WHAT TO PRODUCE »
The data below is to be transcribed word for word; pictures are to be excluded.

GIVEN RECORDS section start

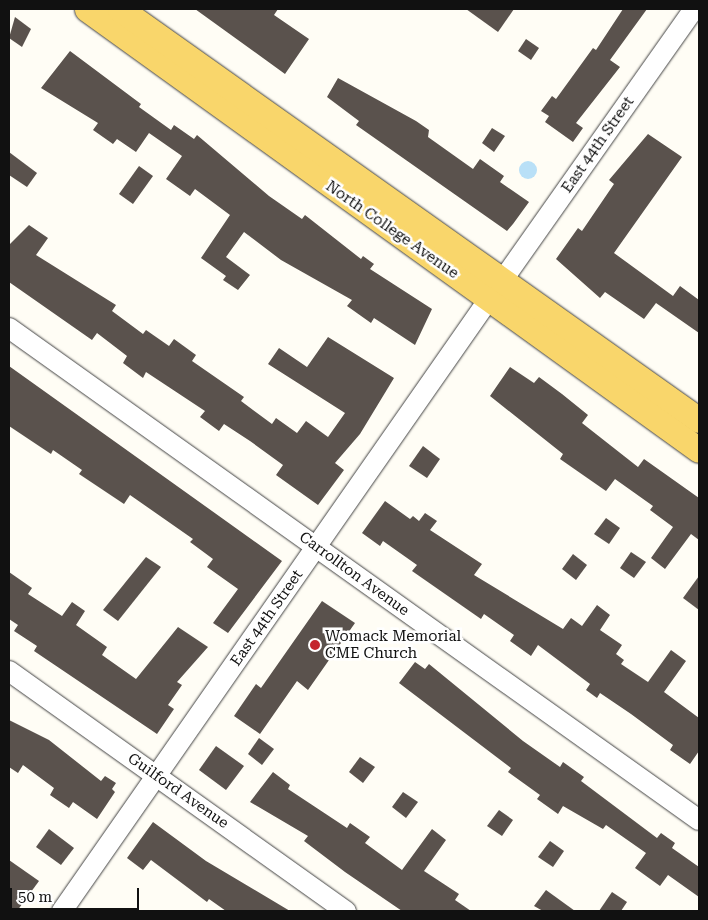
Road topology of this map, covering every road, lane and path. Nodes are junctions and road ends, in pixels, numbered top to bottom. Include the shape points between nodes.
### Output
1 (87, 9) edge
2 (120, 9) edge
3 (694, 9) edge
4 (496, 290) junction
5 (9, 328) edge
6 (699, 420) edge
7 (699, 450) edge
8 (316, 547) junction
9 (9, 672) edge
10 (156, 776) junction
11 (699, 820) edge
12 (62, 911) edge
13 (346, 911) edge

1 - 4 main road, North College Avenue
2 - 4 main road, North College Avenue
3 - 4 street, East 44th Street
4 - 6 main road, North College Avenue
4 - 7 main road, North College Avenue
4 - 8 street, East 44th Street
5 - 8 street, Carrollton Avenue
8 - 10 street, East 44th Street
8 - 11 street, Carrollton Avenue
9 - 10 street, Guilford Avenue
10 - 12 street, East 44th Street
10 - 13 street, Guilford Avenue

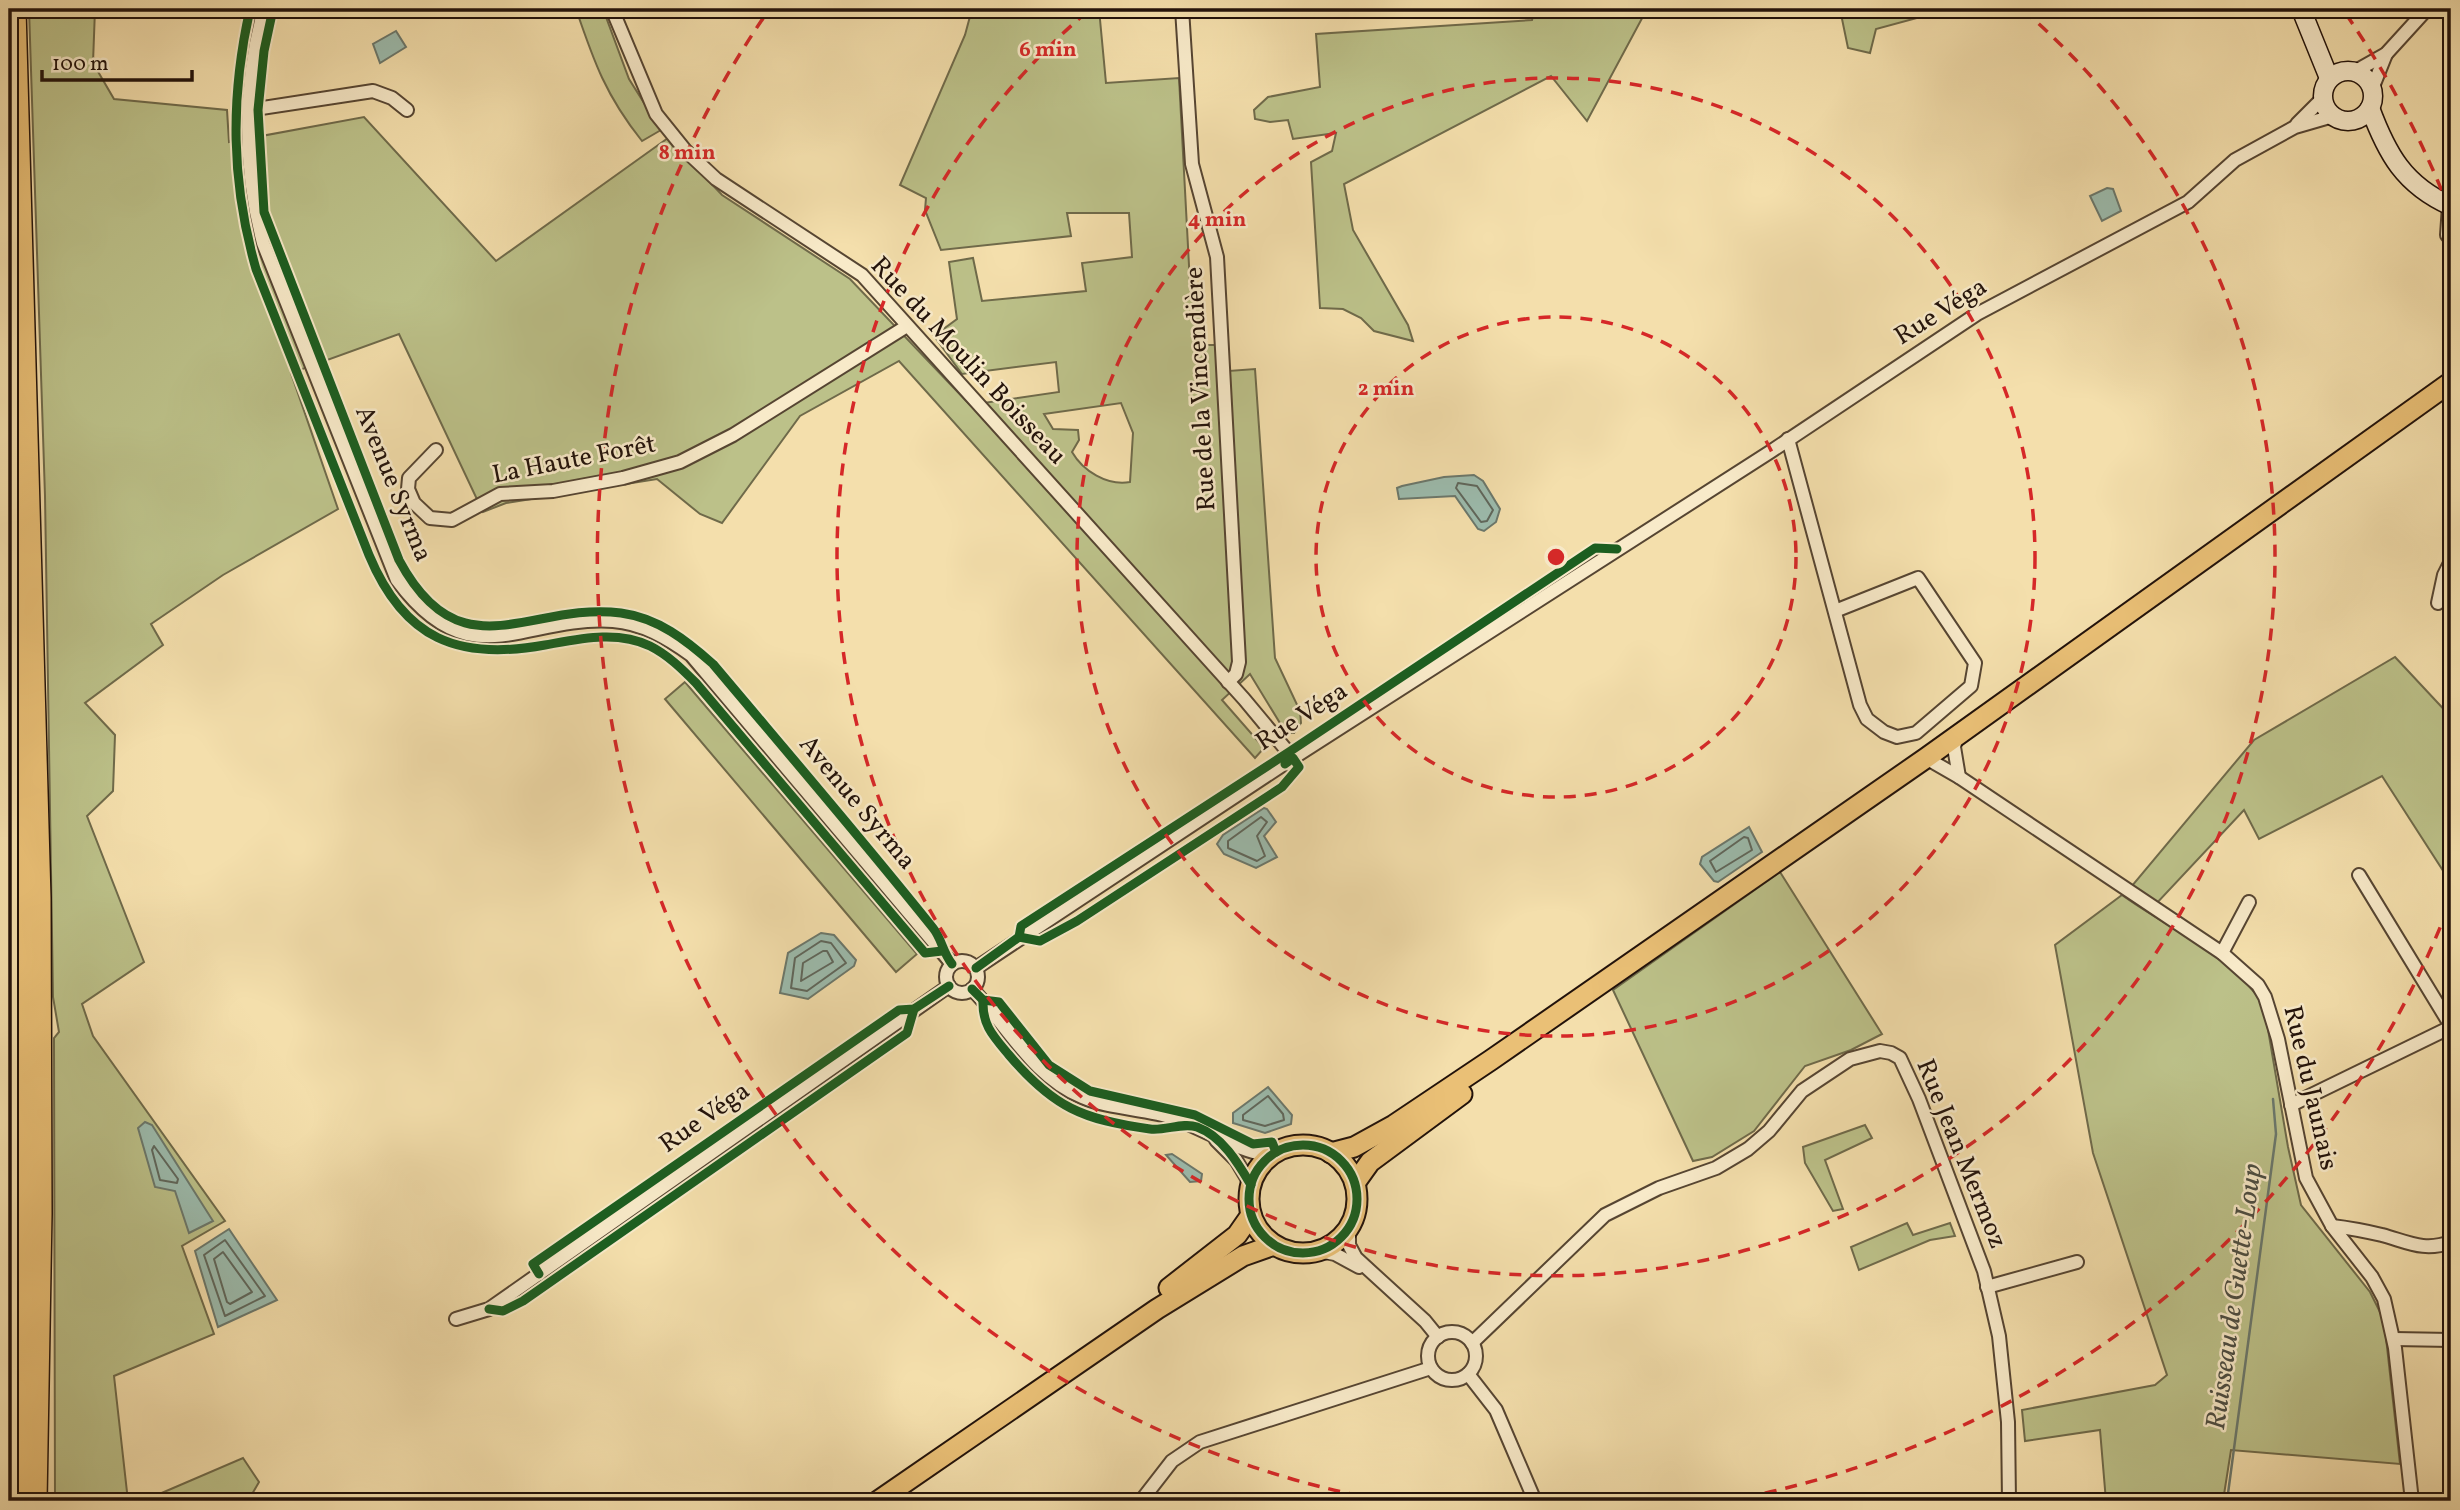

GIVEN RECORDS section end

WRITTEN RESPONSE »
Road topology of this map, covering every road, lane and path. Nodes are junctions and road ends, in pixels, numbered top to bottom. Include the shape points between nodes.
### Output
1 (87, 9) edge
2 (120, 9) edge
3 (694, 9) edge
4 (496, 290) junction
5 (9, 328) edge
6 (699, 420) edge
7 (699, 450) edge
8 (316, 547) junction
9 (9, 672) edge
10 (156, 776) junction
11 (699, 820) edge
12 (62, 911) edge
13 (346, 911) edge

1 - 4 main road, North College Avenue
2 - 4 main road, North College Avenue
3 - 4 street, East 44th Street
4 - 6 main road, North College Avenue
4 - 7 main road, North College Avenue
4 - 8 street, East 44th Street
5 - 8 street, Carrollton Avenue
8 - 10 street, East 44th Street
8 - 11 street, Carrollton Avenue
9 - 10 street, Guilford Avenue
10 - 12 street, East 44th Street
10 - 13 street, Guilford Avenue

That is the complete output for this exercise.